GH-47172: [Python] Add a utility function to create Arrow table instead of pandas df (#47199)

egolearner · web-flow · commit 2cbf1227939d · 2025-08-04T09:46:15.000+02:00
### Rationale for this change resolve #47172 ### What changes are included in this PR? Add a utility function to create Arrow table instead of pandas df ### Are these changes tested? yes ### Are there any user-facing changes? no * GitHub Issue: #47172 Authored-by: egolearner <lijiliang@outlook.com> Signed-off-by: Rok Mihevc <rok@mihevc.org>
diff --git a/python/pyarrow/tests/parquet/common.py b/python/pyarrow/tests/parquet/common.py
@@ -95,11 +95,9 @@ def _range_integers(size, dtype):
     return pa.array(np.arange(size, dtype=dtype))
 
 
-def _test_dataframe(size=10000, seed=0):
-    import pandas as pd
-
+def _test_dict(size=10000, seed=0):
     np.random.seed(seed)
-    df = pd.DataFrame({
+    return {
         'uint8': _random_integers(size, np.uint8),
         'uint16': _random_integers(size, np.uint16),
         'uint32': _random_integers(size, np.uint32),
@@ -114,13 +112,23 @@ def _test_dataframe(size=10000, seed=0):
         'strings': [util.rands(10) for i in range(size)],
         'all_none': [None] * size,
         'all_none_category': [None] * size
-    })
+    }
+
+
+def _test_dataframe(size=10000, seed=0):
+    import pandas as pd
+
+    df = pd.DataFrame(_test_dict(size, seed))
 
     # TODO(PARQUET-1015)
     # df['all_none_category'] = df['all_none_category'].astype('category')
     return df
 
 
+def _test_table(size=10000, seed=0):
+    return pa.Table.from_pydict(_test_dict(size, seed))
+
+
 def make_sample_file(table_or_df):
     import pyarrow.parquet as pq
 
diff --git a/python/pyarrow/tests/parquet/test_basic.py b/python/pyarrow/tests/parquet/test_basic.py
@@ -28,7 +28,7 @@
 from pyarrow import fs
 from pyarrow.tests import util
 from pyarrow.tests.parquet.common import (_check_roundtrip, _roundtrip_table,
-                                          _test_dataframe)

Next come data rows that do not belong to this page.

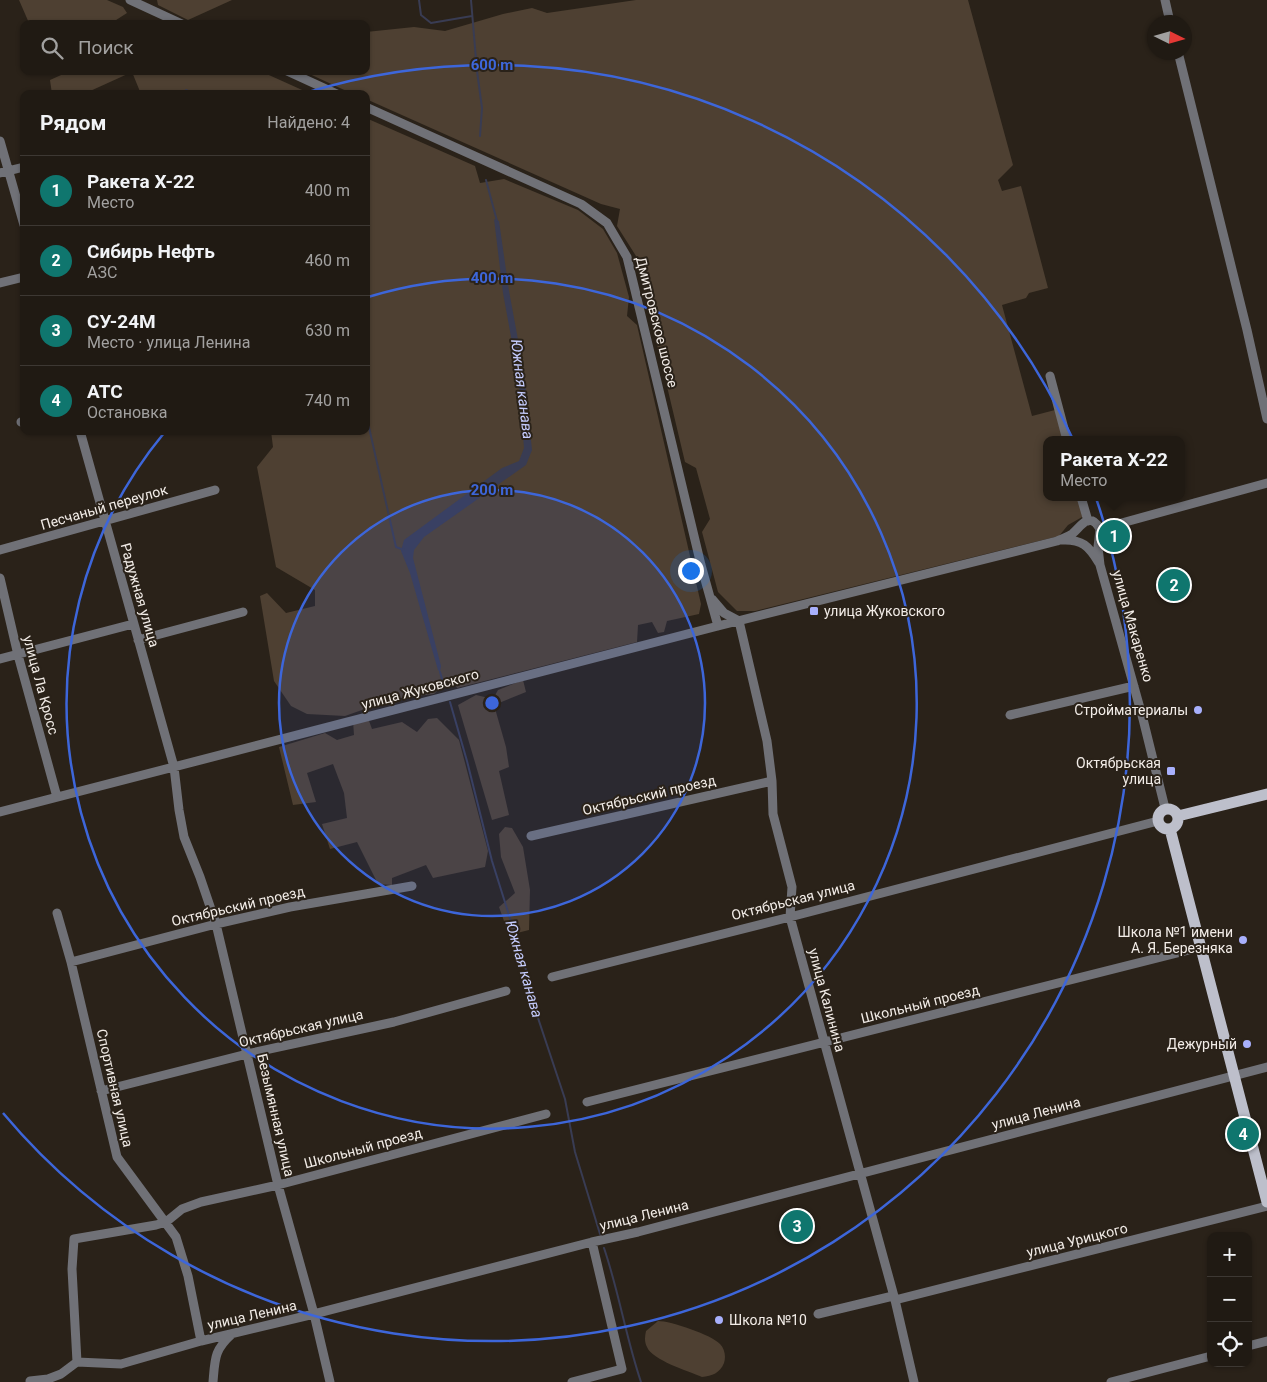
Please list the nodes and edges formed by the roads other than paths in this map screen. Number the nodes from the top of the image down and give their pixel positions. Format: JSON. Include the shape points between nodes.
{"nodes":[{"id":1,"x":130,"y":0,"type":"edge"},
{"id":2,"x":1165,"y":0,"type":"edge"},
{"id":3,"x":1168,"y":15,"type":"edge"},
{"id":4,"x":173,"y":20,"type":"edge"},
{"id":5,"x":1180,"y":60,"type":"edge"},
{"id":6,"x":296,"y":75,"type":"edge"},
{"id":7,"x":328,"y":90,"type":"edge"},
{"id":8,"x":370,"y":109,"type":"edge"},
{"id":9,"x":0,"y":141,"type":"edge"},
{"id":10,"x":20,"y":168,"type":"edge"},
{"id":11,"x":4,"y":172,"type":"edge"},
{"id":12,"x":20,"y":215,"type":"edge"},
{"id":13,"x":20,"y":278,"type":"edge"},
{"id":14,"x":0,"y":283,"type":"edge"},
{"id":15,"x":1050,"y":376,"type":"dead end"},
{"id":16,"x":1267,"y":419,"type":"edge"},
{"id":17,"x":81,"y":435,"type":"edge"},
{"id":18,"x":1066,"y":436,"type":"edge"},
{"id":19,"x":1267,"y":483,"type":"edge"},
{"id":20,"x":215,"y":490,"type":"dead end"},
{"id":21,"x":1083,"y":501,"type":"edge"},
{"id":22,"x":104,"y":521,"type":"junction"},
{"id":23,"x":1088,"y":521,"type":"junction"},
{"id":24,"x":1077,"y":529,"type":"junction"},
{"id":25,"x":1100,"y":533,"type":"junction"},
{"id":26,"x":1057,"y":541,"type":"junction"},
{"id":27,"x":1083,"y":543,"type":"junction"},
{"id":28,"x":0,"y":550,"type":"edge"},
{"id":29,"x":1100,"y":565,"type":"junction"},
{"id":30,"x":0,"y":578,"type":"edge"},
{"id":31,"x":710,"y":597,"type":"junction"},
{"id":32,"x":242,"y":612,"type":"dead end"},
{"id":33,"x":739,"y":621,"type":"junction"},
{"id":34,"x":133,"y":624,"type":"junction"},
{"id":35,"x":718,"y":626,"type":"junction"},
{"id":36,"x":138,"y":640,"type":"junction"},
{"id":37,"x":18,"y":655,"type":"junction"},
{"id":38,"x":0,"y":659,"type":"edge"},
{"id":39,"x":1134,"y":686,"type":"junction"},
{"id":40,"x":1010,"y":715,"type":"dead end"},
{"id":41,"x":174,"y":767,"type":"junction"},
{"id":42,"x":772,"y":780,"type":"junction"},
{"id":43,"x":1267,"y":794,"type":"edge"},
{"id":44,"x":57,"y":797,"type":"junction"},
{"id":45,"x":1165,"y":808,"type":"junction"},
{"id":46,"x":0,"y":812,"type":"edge"},
{"id":47,"x":1178,"y":816,"type":"junction"},
{"id":48,"x":1158,"y":821,"type":"junction"},
{"id":49,"x":1170,"y":829,"type":"junction"},
{"id":50,"x":532,"y":836,"type":"dead end"},
{"id":51,"x":412,"y":886,"type":"dead end"},
{"id":52,"x":58,"y":913,"type":"dead end"},
{"id":53,"x":790,"y":917,"type":"junction"},
{"id":54,"x":216,"y":924,"type":"junction"},
{"id":55,"x":1200,"y":947,"type":"junction"},
{"id":56,"x":71,"y":962,"type":"junction"},
{"id":57,"x":552,"y":977,"type":"dead end"},
{"id":58,"x":506,"y":991,"type":"dead end"},
{"id":59,"x":824,"y":1042,"type":"junction"},
{"id":60,"x":247,"y":1054,"type":"junction"},
{"id":61,"x":1267,"y":1067,"type":"edge"},
{"id":62,"x":1234,"y":1076,"type":"junction"},
{"id":63,"x":101,"y":1091,"type":"junction"},
{"id":64,"x":587,"y":1102,"type":"dead end"},
{"id":65,"x":546,"y":1114,"type":"dead end"},
{"id":66,"x":859,"y":1174,"type":"junction"},
{"id":67,"x":278,"y":1185,"type":"junction"},
{"id":68,"x":1267,"y":1202,"type":"edge"},
{"id":69,"x":1267,"y":1206,"type":"edge"},
{"id":70,"x":166,"y":1222,"type":"junction"},
{"id":71,"x":592,"y":1242,"type":"junction"},
{"id":72,"x":894,"y":1298,"type":"junction"},
{"id":73,"x":314,"y":1314,"type":"junction"},
{"id":74,"x":818,"y":1314,"type":"dead end"},
{"id":75,"x":232,"y":1334,"type":"junction"},
{"id":76,"x":201,"y":1341,"type":"junction"},
{"id":77,"x":1267,"y":1342,"type":"edge"},
{"id":78,"x":1252,"y":1345,"type":"edge"},
{"id":79,"x":1207,"y":1357,"type":"edge"},
{"id":80,"x":77,"y":1362,"type":"junction"},
{"id":81,"x":30,"y":1381,"type":"dead end"},
{"id":82,"x":213,"y":1382,"type":"edge"},
{"id":83,"x":330,"y":1382,"type":"edge"},
{"id":84,"x":572,"y":1382,"type":"edge"},
{"id":85,"x":914,"y":1382,"type":"edge"},
{"id":86,"x":1111,"y":1382,"type":"edge"}],
"edges":[{"from":1,"to":4,"type":"street"},
{"from":2,"to":3,"type":"street"},
{"from":5,"to":16,"type":"street"},
{"from":6,"to":7,"type":"street"},
{"from":8,"to":31,"type":"street","name":"Дмитровское шоссе","via":[[580,204],[607,223],[627,257]]},
{"from":9,"to":11,"type":"street"},
{"from":10,"to":11,"type":"street"},
{"from":11,"to":12,"type":"street"},
{"from":13,"to":14,"type":"street"},
{"from":15,"to":18,"type":"street"},
{"from":17,"to":22,"type":"street","name":"Радужная улица"},
{"from":19,"to":25,"type":"street"},
{"from":20,"to":22,"type":"street","name":"Песчаный переулок"},
{"from":21,"to":23,"type":"street"},
{"from":22,"to":28,"type":"street","name":"Песчаный переулок"},
{"from":22,"to":34,"type":"street","name":"Радужная улица"},
{"from":23,"to":24,"type":"street"},
{"from":23,"to":25,"type":"street","via":[[1095,523]]},
{"from":24,"to":26,"type":"street","name":"улица Жуковского"},
{"from":24,"to":27,"type":"street","via":[[1077,536]]},
{"from":25,"to":27,"type":"street","via":[[1096,542]]},
{"from":25,"to":29,"type":"street","name":"улица Макаренко"},
{"from":26,"to":27,"type":"street"},
{"from":26,"to":33,"type":"street","name":"улица Жуковского"},
{"from":27,"to":29,"type":"street"},
{"from":29,"to":39,"type":"street","name":"улица Макаренко"},
{"from":30,"to":37,"type":"street","name":"улица Ла Кросс"},
{"from":31,"to":33,"type":"street","via":[[724,613]]},
{"from":31,"to":35,"type":"street","name":"Дмитровское шоссе"},
{"from":32,"to":36,"type":"street"},
{"from":33,"to":35,"type":"street","name":"улица Жуковского"},
{"from":33,"to":42,"type":"street","name":"улица Калинина","via":[[768,741]]},
{"from":34,"to":36,"type":"street","name":"Радужная улица"},
{"from":34,"to":37,"type":"street"},
{"from":35,"to":41,"type":"street","name":"улица Жуковского"},
{"from":36,"to":41,"type":"street","name":"Радужная улица"},
{"from":37,"to":38,"type":"street"},
{"from":37,"to":44,"type":"street","name":"улица Ла Кросс"},
{"from":39,"to":40,"type":"street"},
{"from":39,"to":45,"type":"street","name":"улица Макаренко"},
{"from":41,"to":44,"type":"street","name":"улица Жуковского"},
{"from":41,"to":54,"type":"street","name":"Безымянная улица","via":[[184,838]]},
{"from":42,"to":50,"type":"street","name":"Октябрьский проезд"},
{"from":42,"to":53,"type":"street","name":"улица Калинина","via":[[774,814],[792,887]]},
{"from":43,"to":47,"type":"main road"},
{"from":44,"to":46,"type":"street","name":"улица Жуковского"},
{"from":45,"to":47,"type":"main road"},
{"from":45,"to":48,"type":"main road","via":[[1159,813]]},
{"from":47,"to":49,"type":"main road","via":[[1177,824]]},
{"from":48,"to":49,"type":"main road","via":[[1162,827]]},
{"from":48,"to":53,"type":"street","name":"Октябрьская улица"},
{"from":49,"to":55,"type":"main road"},
{"from":51,"to":54,"type":"street","name":"Октябрьский проезд","via":[[290,907]]},
{"from":52,"to":56,"type":"street","name":"Спортивная улица"},
{"from":53,"to":57,"type":"street","name":"Октябрьская улица"},
{"from":53,"to":59,"type":"street","name":"улица Калинина"},
{"from":54,"to":56,"type":"street","name":"Октябрьский проезд"},
{"from":54,"to":60,"type":"street","name":"Безымянная улица"},
{"from":55,"to":59,"type":"street","name":"Школьный проезд"},
{"from":55,"to":62,"type":"main road"},
{"from":56,"to":63,"type":"street","name":"Спортивная улица"},
{"from":58,"to":60,"type":"street","name":"Октябрьская улица","via":[[394,1022]]},
{"from":59,"to":64,"type":"street","name":"Школьный проезд"},
{"from":59,"to":66,"type":"street","name":"улица Калинина"},
{"from":60,"to":63,"type":"street","name":"Октябрьская улица"},
{"from":60,"to":67,"type":"street","name":"Безымянная улица"},
{"from":61,"to":62,"type":"street","name":"улица Ленина"},
{"from":62,"to":66,"type":"street","name":"улица Ленина"},
{"from":62,"to":68,"type":"main road"},
{"from":63,"to":70,"type":"street","name":"Спортивная улица","via":[[117,1157]]},
{"from":65,"to":67,"type":"street","name":"Школьный проезд"},
{"from":66,"to":71,"type":"street","name":"улица Ленина"},
{"from":66,"to":72,"type":"street","name":"улица Калинина"},
{"from":67,"to":70,"type":"street","name":"Школьный проезд","via":[[201,1202],[182,1209]]},
{"from":67,"to":73,"type":"street","name":"Безымянная улица"},
{"from":69,"to":72,"type":"street","name":"улица Урицкого"},
{"from":70,"to":76,"type":"street","name":"Спортивная улица","via":[[176,1237],[188,1276]]},
{"from":70,"to":80,"type":"street","name":"Школьный проезд","via":[[74,1239],[72,1269]]},
{"from":71,"to":73,"type":"street","name":"улица Ленина"},
{"from":71,"to":84,"type":"street","via":[[622,1369]]},
{"from":72,"to":74,"type":"street","name":"улица Урицкого"},
{"from":72,"to":85,"type":"street","name":"улица Калинина"},
{"from":73,"to":75,"type":"street","name":"улица Ленина"},
{"from":73,"to":83,"type":"street","name":"Безымянная улица"},
{"from":75,"to":76,"type":"street","name":"улица Ленина"},
{"from":75,"to":82,"type":"street","via":[[221,1344],[215,1356]]},
{"from":76,"to":80,"type":"street","name":"улица Ленина","via":[[122,1364]]},
{"from":77,"to":78,"type":"street"},
{"from":79,"to":86,"type":"street"},
{"from":80,"to":81,"type":"street","via":[[48,1380]]}]}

+                                          _test_table)
 
 try:
     import pyarrow.parquet as pq
@@ -76,20 +76,18 @@ def test_set_data_page_size():
         _check_roundtrip(t, data_page_size=target_page_size)
 
 
-@pytest.mark.pandas
+@pytest.mark.numpy
 def test_set_write_batch_size():
-    df = _test_dataframe(100)
-    table = pa.Table.from_pandas(df, preserve_index=False)
+    table = _test_table(100)
 
     _check_roundtrip(
         table, data_page_size=10, write_batch_size=1, version='2.4'
     )
 
 
-@pytest.mark.pandas
+@pytest.mark.numpy
 def test_set_dictionary_pagesize_limit():
-    df = _test_dataframe(100)
-    table = pa.Table.from_pandas(df, preserve_index=False)
+    table = _test_table(100)
 
     _check_roundtrip(table, dictionary_pagesize_limit=1,
                      data_page_size=10, version='2.4')
diff --git a/python/pyarrow/tests/parquet/test_dataset.py b/python/pyarrow/tests/parquet/test_dataset.py
@@ -38,7 +38,7 @@
 try:
     import pyarrow.parquet as pq
     from pyarrow.tests.parquet.common import (
-        _read_table, _test_dataframe, _write_table)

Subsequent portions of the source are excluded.